Japan IPOs drop 40% despite stock market’s ambitious revamp

Japan IPOs drop 40% despite stock market’s ambitious revamp

The new Growth market lacks investor appeal to overcome tough conditions.

Tokyo Stock Exchange restructured its markets into Prime, Standard, and Growth in April. (Wiki/Kakidai)
TOKYO:
Japan’s main stock market hosted just 37 initial public offerings in the six months through September, a roughly 40% decline on the year, amid turmoil fuelled by global monetary tightening and the war in Ukraine.

The downturn, the steepest since a 78% plunge in 2008, also reflects the Tokyo Stock Exchange’s struggle to build up its new Growth market as an attractive place for investors willing to take risks on up-and-coming companies.

As investors focus on profitability over sales growth, tech companies that require heavy upfront investment found it harder to achieve high market value. Informetis, which proposes energy-saving plans using artificial intelligence, and health management system developer Wellness Communications both postponed planned listings.

The IPOs that did go ahead were generally smaller, with the average market cap based on the opening price falling by a third to ¥15.4 billion (US$107 million). The only company to achieve market capitalisation above ¥100 billion upon listing was Anycolor, an agency for so-called VTuber virtual celebrities, while three companies that listed in the year-earlier period cleared that mark.

The total amount raised in IPOs tumbled around 60% to ¥30 billion, while the average per company fell 30% or so to ¥800 million, as demand declined dramatically among the foreign investors who were behind last year’s high market caps.

Interest rate hikes in the US and Europe, along with the impact of Russia’s invasion of Ukraine, are major factors in the IPO drop-off.
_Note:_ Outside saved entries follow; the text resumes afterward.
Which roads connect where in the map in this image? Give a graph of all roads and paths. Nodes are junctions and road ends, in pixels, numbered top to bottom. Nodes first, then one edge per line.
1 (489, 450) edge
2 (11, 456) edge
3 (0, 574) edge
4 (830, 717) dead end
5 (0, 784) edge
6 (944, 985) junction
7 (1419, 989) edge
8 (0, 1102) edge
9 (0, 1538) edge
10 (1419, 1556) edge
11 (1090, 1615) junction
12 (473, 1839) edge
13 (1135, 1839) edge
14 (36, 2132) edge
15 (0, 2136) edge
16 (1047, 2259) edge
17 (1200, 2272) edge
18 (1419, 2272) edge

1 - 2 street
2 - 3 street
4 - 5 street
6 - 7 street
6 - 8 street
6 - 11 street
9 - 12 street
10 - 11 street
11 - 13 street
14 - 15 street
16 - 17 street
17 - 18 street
But the decline also highlights a dearth of early results from the TSE’s recent overhaul to make the market more attractive for both investors and businesses seeking to raise money.
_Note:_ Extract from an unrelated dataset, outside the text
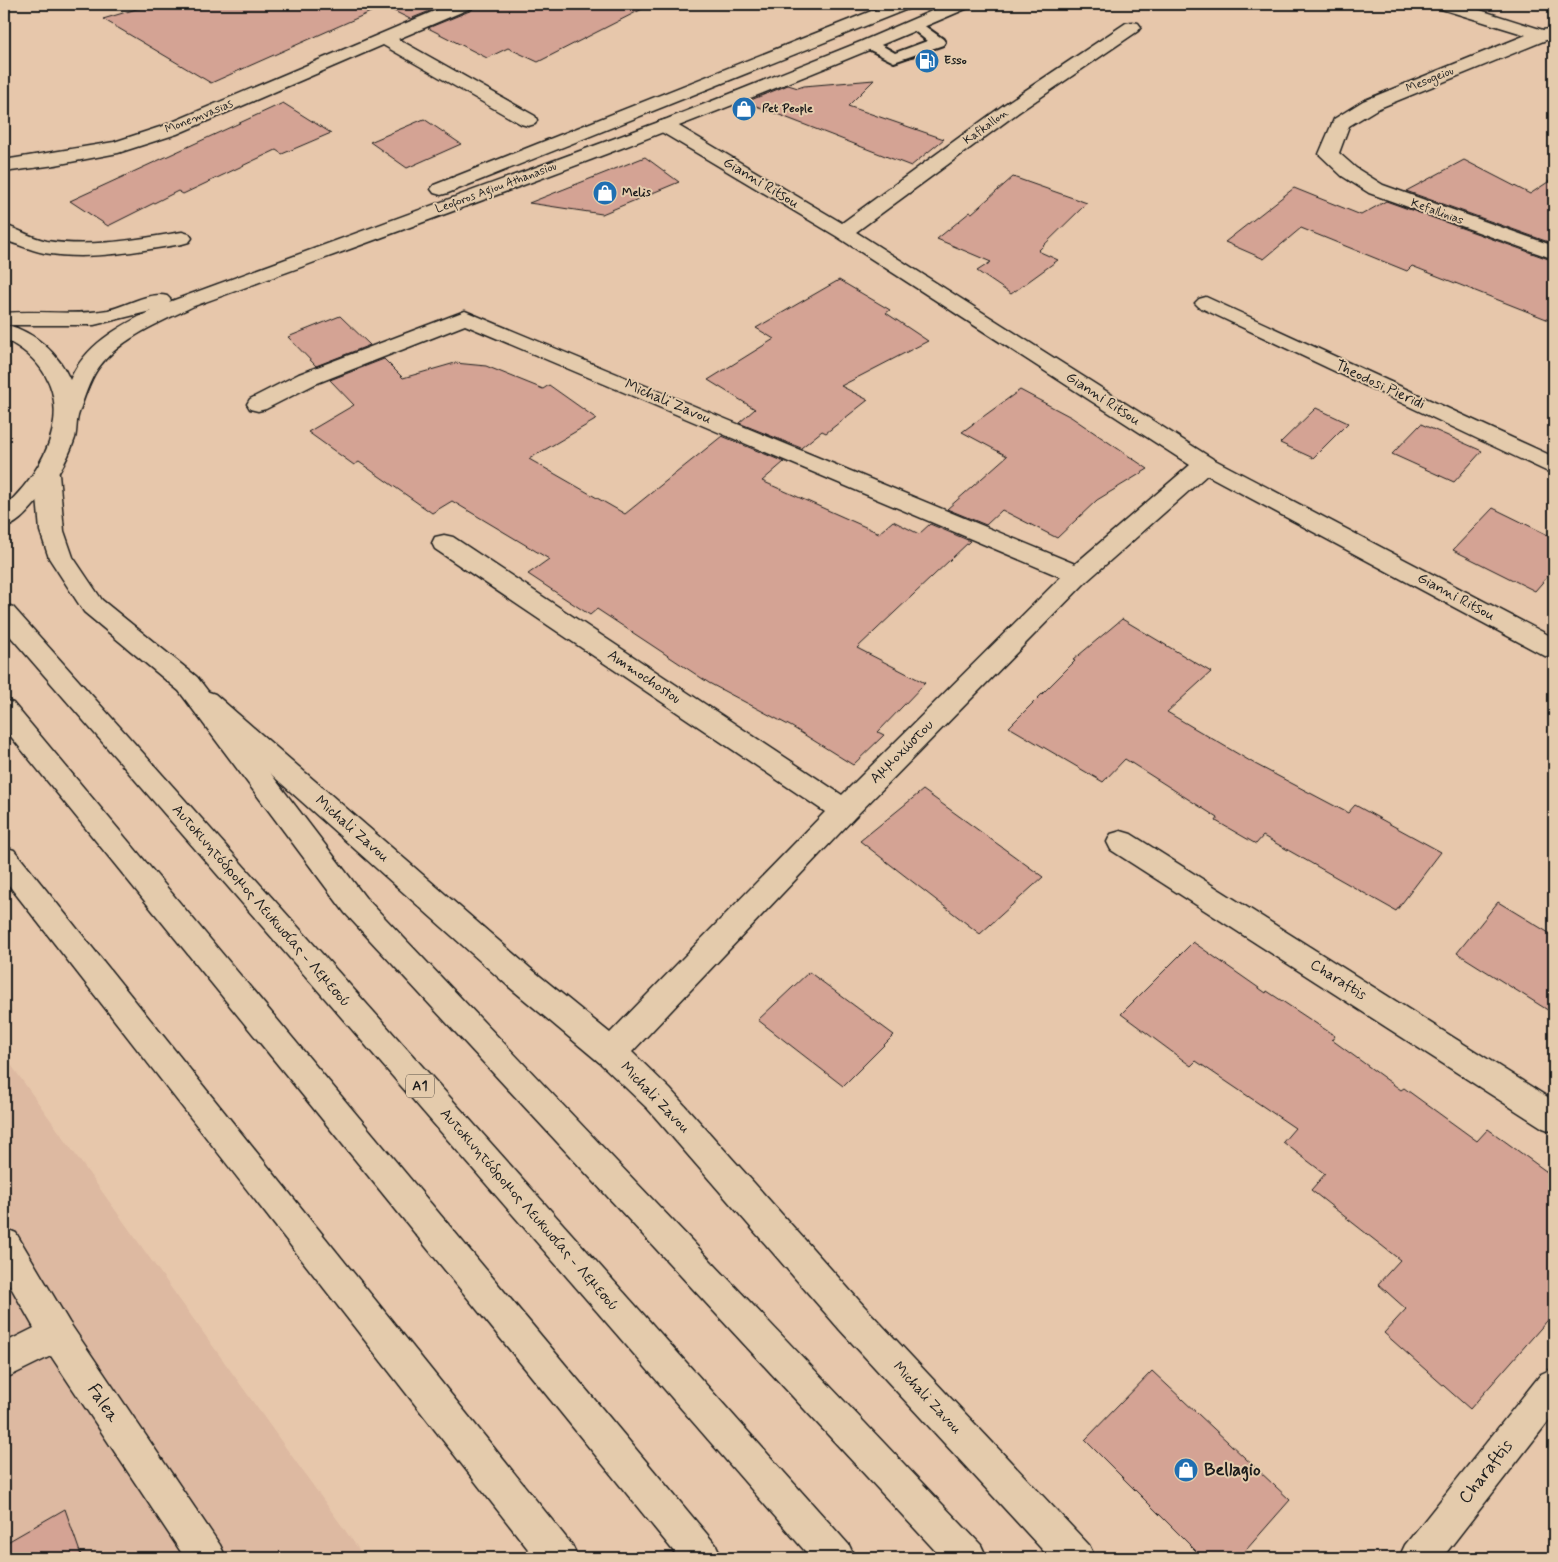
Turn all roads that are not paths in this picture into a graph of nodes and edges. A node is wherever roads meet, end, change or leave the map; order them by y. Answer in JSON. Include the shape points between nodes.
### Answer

The bourse reorganised in April into three markets: Prime, Standard and Growth. One goal was to change the image of the startup-heavy Mothers market, which hosted the bulk of IPOs in 2021, as what a representative called a “steppingstone toward the first section”.

The new Growth market is being promoted as a place for companies with high growth potential. While it features less-stringent prerequisites for listing, such as in the percentage of free-floating shares, companies have to issue reports on their business plans and growth prospects at least annually – moves aimed at encouraging quantity and quality, respectively.

“It’s become more important to communicate our business plans to investors,” said Hidetoshi Uchiyama, CEO of Unerry, which listed in July. “I myself am involved in preparing the materials and giving explanations to investors.”

The reorganisation has had some impact, but the results so far do not pass muster with market watchers.

Masayuki Kubota, chief strategist at Rakuten Securities, notes that the Growth market still includes companies that are listed on the Mothers board and have languished since. “To cement a high-growth image for the Growth market, they should make the criteria for delisting stricter,” Kubota said.

Seiichiro Iwamoto, a fund manager at Asset Management One, proposed “creating indexes for specific themes, such as environmental issues and digital transformation”.

If the market can bring in more investors, the influx of money would make it more attractive to promising companies, in turn, boosting investor interest further. A long-term approach will be key to creating this virtuous cycle.